Memories are delicious
It was my first attempt to cook sinigang na baka for our family lunch last Sunday. The ingredients were almost complete. Except for Nanay.
In the kitchen, I did as what my mother would do: boil the beef for three hours in the pot, in atay-atay na apoy (slow fire). Cooking, my mother said, is a labor of love. It is in this labor that the flavor of the dish is enhanced. Any quick fix is a kitchen disaster — the meat would not be tender or the broth would be less tasty. It was Candida’s self-imposed rule that any shortcut to cooking was not allowed so any sinigang dish at home should have the fresh, not powdered, tamarind. So, there would only be sinigang on our dining table when tamarind was in season. (Or there would only be sinigang sa bayabas na bangus at home when guavas were aplenty in the neighborhood.)
The food at home has tasted differently since my mother’s passing last May. The kitchen was her domain, the altar where she would, so to speak, offer prayers to God to make the viands she cooked delicious. She would often say in the vernacular: “Cook with a happy heart.” And she would season her cooking with kundiman and harana songs. If not her own voice, she would play on her phone Ruben Tagalog’s Dungawin Mo Hirang or Jo Stafford’s No Other Love to accompany her in the kitchen.
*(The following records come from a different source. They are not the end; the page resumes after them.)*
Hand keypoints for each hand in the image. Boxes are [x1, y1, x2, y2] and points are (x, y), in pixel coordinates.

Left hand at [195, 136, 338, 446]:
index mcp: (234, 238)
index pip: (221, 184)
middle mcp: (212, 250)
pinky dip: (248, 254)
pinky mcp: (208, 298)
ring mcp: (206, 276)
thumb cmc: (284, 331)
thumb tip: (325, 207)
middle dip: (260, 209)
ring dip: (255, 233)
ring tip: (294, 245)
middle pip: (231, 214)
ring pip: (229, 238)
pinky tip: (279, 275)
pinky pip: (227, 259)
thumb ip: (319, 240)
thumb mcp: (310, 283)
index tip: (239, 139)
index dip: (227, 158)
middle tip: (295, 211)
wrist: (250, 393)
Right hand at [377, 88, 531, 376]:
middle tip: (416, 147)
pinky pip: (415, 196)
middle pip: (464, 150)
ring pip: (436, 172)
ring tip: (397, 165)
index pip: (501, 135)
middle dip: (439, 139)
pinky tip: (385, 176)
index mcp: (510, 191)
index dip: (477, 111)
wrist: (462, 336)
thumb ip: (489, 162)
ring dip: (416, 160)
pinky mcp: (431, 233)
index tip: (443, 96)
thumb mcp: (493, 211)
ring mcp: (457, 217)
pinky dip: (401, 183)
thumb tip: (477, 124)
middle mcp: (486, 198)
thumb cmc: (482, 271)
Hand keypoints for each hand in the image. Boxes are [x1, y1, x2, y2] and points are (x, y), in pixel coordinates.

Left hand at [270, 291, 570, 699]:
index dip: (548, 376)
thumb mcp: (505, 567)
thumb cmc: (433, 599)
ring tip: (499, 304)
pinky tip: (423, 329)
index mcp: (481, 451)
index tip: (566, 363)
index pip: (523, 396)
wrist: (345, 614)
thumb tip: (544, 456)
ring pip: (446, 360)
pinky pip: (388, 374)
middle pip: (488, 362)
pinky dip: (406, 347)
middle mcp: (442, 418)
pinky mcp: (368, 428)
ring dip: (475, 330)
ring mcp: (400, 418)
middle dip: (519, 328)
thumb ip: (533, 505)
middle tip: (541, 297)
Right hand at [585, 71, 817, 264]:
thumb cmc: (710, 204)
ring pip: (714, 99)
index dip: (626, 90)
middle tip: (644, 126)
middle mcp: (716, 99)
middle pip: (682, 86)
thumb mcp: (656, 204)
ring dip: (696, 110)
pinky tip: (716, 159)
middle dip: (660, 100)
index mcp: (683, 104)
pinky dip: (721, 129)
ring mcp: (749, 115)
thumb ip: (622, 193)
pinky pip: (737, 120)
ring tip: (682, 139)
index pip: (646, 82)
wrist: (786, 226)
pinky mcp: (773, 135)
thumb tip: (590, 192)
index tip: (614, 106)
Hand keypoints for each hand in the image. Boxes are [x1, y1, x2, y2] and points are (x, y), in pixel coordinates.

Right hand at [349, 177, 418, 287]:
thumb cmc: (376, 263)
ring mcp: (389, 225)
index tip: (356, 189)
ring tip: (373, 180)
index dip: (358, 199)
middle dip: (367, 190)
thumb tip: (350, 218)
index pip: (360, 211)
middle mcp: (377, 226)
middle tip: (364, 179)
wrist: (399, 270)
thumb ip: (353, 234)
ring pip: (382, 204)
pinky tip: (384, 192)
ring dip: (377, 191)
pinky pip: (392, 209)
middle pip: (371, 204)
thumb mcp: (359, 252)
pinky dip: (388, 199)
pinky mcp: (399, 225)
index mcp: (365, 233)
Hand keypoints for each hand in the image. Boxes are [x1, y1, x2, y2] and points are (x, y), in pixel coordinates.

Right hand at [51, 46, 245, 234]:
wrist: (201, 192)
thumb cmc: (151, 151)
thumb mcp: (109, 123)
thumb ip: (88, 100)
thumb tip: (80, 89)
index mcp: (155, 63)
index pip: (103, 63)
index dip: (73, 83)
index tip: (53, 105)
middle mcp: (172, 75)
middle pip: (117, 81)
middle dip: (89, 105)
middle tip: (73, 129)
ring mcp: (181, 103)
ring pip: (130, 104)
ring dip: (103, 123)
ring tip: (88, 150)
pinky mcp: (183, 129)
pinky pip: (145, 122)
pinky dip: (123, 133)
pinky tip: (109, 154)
Memories are delicious because in them are the joys of my mother as I watched her do her magic in the kitchen. Like, for instance, the first time she cooked kare-kare last year, she was overjoyed because she discovered that she could “invent” something new for her children. Yes, she forgot to put puso ng saging and peanut butter in her kare-kare but she was happy nevertheless that despite not having those ingredients in the pot, her children sincerely liked what she cooked. Mirth registered in her tone, the way elation would be written on someone’s face after hitting the Lotto jackpot.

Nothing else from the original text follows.